Matt and I with Spin Instructor Lisa Paquette
Lisa’s music selection was fun and her vibe was upbeat without being pushy. Check out her class at CSC on Mondays, Wednesdays and Fridays at noon. http://www.columbussportsconnection.com/group_fitness_2.shtml
FFF – The spin class was great, tell us a little about your background with spinning.
Lisa -Glad to know that you enjoyed the class. Thanks for coming in! I’ve been Spinning for about 14 years now, and I still love it. I love putting together the music and the road, and getting feedback from my classes about it all.
FFF – What are the benefits of spin class?
Lisa – Spinning is designed as a cardio workout (gets your heart rate up!) to help achieve or maintain full body fitness. It’s also great as a cross training workout for runners, or just as an indoor alternative for outdoor cyclists.
FFF – As a Spiginner, how can you get the most out of a spinning workout?
Lisa – To get the most out of Spinning class, it’s important to relax and have fun. Do what you can, but don’t expect to do everything that the Spinning regular on the bike next to you is doing. It takes a while to get used to the bike, to the format of the class, and to the variety of movements that are included in a class. Give yourself time to learn and enjoy.
FFF – What are some first-timer mistakes?
Lisa – I’ve seen first-timers that push to try and do everything, and then end up not liking the class (because they think it was too hard), or they end up straining muscles they didn’t realize they were using. Or, they don’t use any resistance during their ride, and feel out of control.
FFF – Tell us a little about form/posture?

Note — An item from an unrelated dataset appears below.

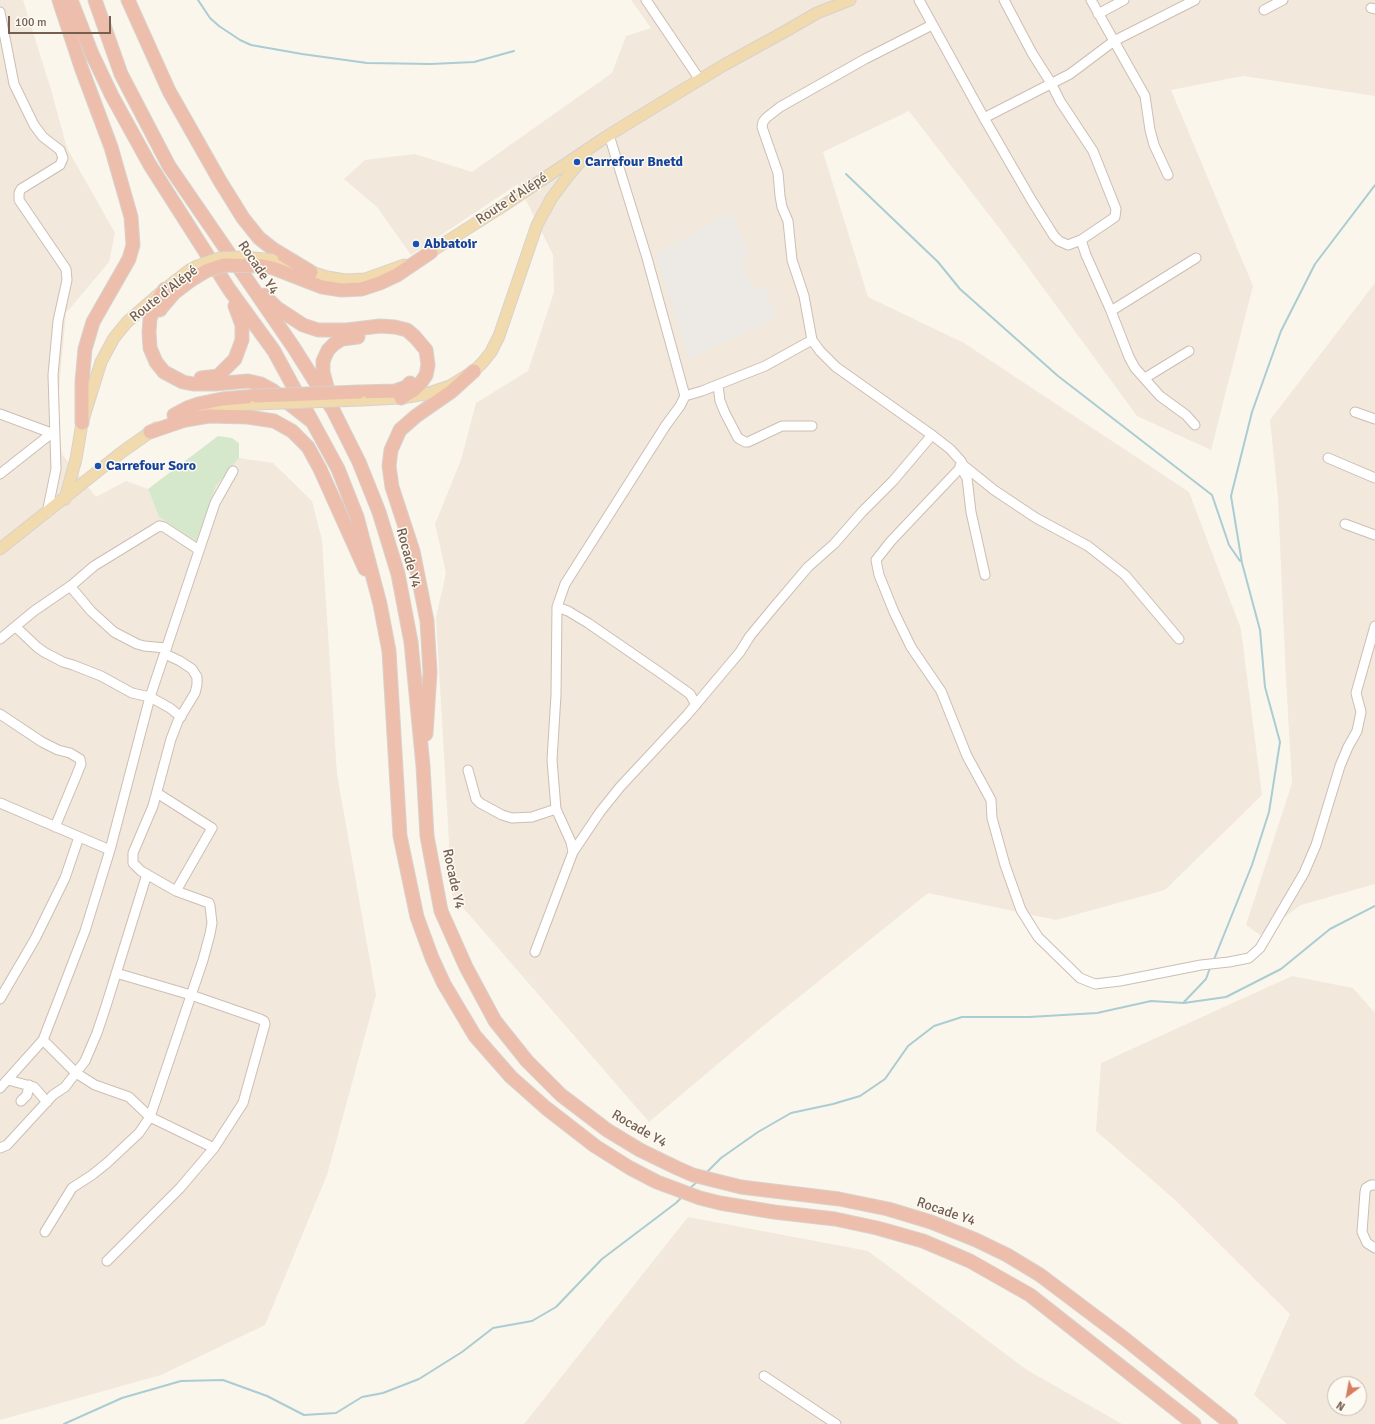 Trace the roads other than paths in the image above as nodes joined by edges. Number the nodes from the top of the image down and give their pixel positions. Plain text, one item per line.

Lisa – The bikes are designed so they can be set up most efficiently for the largest variety of body types. Your weight should be centered over the main frame of the bike, with the seat at a height so that your knees are slightly bent when your feet are on the pedals, so that you can easily and comfortably reach the handlebars without straining your back or being so close that there’s no room for your knees! Once on the bike, relax your shoulders, bend your elbows and make the upper body engaged but easy – that’s the only way to be able to breathe! If you lock your elbows and close out your upper body, it’s really difficult to find the necessary breath.
FFF – We sure got sweaty in there! Any clothing recommendations?
Lisa – If you’re going to stick with Spinning for the long haul, I recommend purchasing cycling shorts (to pad the bottom) and possibly even cycling shoes. Otherwise, keep it simple. A t-shirt and shorts are adequate.
FFF – Lastly, how many times per week would you suggest spinning, and what workouts do you think would benefit spiginners on their off days?
Lisa – I would suggest Spinning 2-3 times per week. More if your schedule (and body) allow. It’s your cardio… use it as an alternative to running (outdoors or treadmill) or elliptical, and it can be done on the same day or opposing days to strength training. Just be sure to stay and enjoy the stretch at the end of class!